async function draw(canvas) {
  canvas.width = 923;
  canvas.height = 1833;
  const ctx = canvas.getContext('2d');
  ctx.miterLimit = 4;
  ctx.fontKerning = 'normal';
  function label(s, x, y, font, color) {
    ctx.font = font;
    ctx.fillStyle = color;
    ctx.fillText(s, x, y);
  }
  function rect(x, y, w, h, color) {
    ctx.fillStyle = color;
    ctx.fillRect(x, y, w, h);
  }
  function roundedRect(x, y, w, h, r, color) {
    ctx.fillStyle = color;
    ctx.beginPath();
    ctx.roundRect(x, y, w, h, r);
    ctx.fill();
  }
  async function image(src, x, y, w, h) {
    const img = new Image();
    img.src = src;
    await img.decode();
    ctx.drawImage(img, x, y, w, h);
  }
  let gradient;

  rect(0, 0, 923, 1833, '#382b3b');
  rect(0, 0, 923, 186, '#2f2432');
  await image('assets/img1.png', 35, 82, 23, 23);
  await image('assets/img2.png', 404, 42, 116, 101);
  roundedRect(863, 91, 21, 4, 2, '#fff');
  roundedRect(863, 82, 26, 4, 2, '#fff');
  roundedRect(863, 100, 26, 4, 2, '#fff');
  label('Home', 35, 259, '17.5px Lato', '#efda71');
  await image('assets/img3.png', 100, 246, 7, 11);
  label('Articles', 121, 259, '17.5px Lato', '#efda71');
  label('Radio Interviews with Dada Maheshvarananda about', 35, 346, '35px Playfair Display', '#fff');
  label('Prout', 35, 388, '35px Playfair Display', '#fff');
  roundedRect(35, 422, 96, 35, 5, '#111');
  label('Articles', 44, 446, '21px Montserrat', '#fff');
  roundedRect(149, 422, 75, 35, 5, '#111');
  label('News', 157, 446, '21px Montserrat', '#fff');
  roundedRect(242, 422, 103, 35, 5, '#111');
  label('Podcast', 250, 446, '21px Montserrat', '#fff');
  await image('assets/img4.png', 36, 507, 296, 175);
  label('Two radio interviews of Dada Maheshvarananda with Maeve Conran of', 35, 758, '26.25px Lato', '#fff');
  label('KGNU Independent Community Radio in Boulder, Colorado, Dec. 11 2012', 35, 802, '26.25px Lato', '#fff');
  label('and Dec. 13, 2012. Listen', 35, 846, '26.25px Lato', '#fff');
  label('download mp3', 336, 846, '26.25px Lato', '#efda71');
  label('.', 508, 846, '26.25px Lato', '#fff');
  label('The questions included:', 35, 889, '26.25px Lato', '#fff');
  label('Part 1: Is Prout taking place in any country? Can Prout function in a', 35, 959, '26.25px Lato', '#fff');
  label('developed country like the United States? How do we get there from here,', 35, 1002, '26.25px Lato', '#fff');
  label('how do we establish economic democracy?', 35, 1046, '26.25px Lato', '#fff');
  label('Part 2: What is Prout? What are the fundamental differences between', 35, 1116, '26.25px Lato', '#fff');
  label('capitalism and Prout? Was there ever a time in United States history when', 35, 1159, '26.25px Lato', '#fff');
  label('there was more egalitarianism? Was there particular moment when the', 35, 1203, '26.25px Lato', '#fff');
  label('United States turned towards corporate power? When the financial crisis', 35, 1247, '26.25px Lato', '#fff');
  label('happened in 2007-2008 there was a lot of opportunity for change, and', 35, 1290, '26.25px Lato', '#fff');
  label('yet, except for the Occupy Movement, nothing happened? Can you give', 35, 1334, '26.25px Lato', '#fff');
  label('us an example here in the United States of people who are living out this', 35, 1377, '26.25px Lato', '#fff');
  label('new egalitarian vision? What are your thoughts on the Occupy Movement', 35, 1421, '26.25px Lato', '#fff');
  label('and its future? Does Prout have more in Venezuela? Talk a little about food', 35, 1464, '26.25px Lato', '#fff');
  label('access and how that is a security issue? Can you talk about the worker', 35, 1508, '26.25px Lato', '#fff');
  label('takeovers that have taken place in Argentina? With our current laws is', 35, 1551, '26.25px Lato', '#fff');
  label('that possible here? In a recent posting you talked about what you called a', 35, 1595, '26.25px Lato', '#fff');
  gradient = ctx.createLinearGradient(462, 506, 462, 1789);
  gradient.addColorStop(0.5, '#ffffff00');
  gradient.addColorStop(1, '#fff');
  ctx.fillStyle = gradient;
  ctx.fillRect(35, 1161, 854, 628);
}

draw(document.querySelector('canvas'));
========================================================================
WHAT THIS TASK INVOLVES ->
The lines above from the one with "function rect(x, y, w, h, color)" through the one with "let gradient;" are to be duplicated exactly, ends included, with nothing added.

RESULT OF THE EXERCISE ->
  function rect(x, y, w, h, color) {
    ctx.fillStyle = color;
    ctx.fillRect(x, y, w, h);
  }
  function roundedRect(x, y, w, h, r, color) {
    ctx.fillStyle = color;
    ctx.beginPath();
    ctx.roundRect(x, y, w, h, r);
    ctx.fill();
  }
  async function image(src, x, y, w, h) {
    const img = new Image();
    img.src = src;
    await img.decode();
    ctx.drawImage(img, x, y, w, h);
  }
  let gradient;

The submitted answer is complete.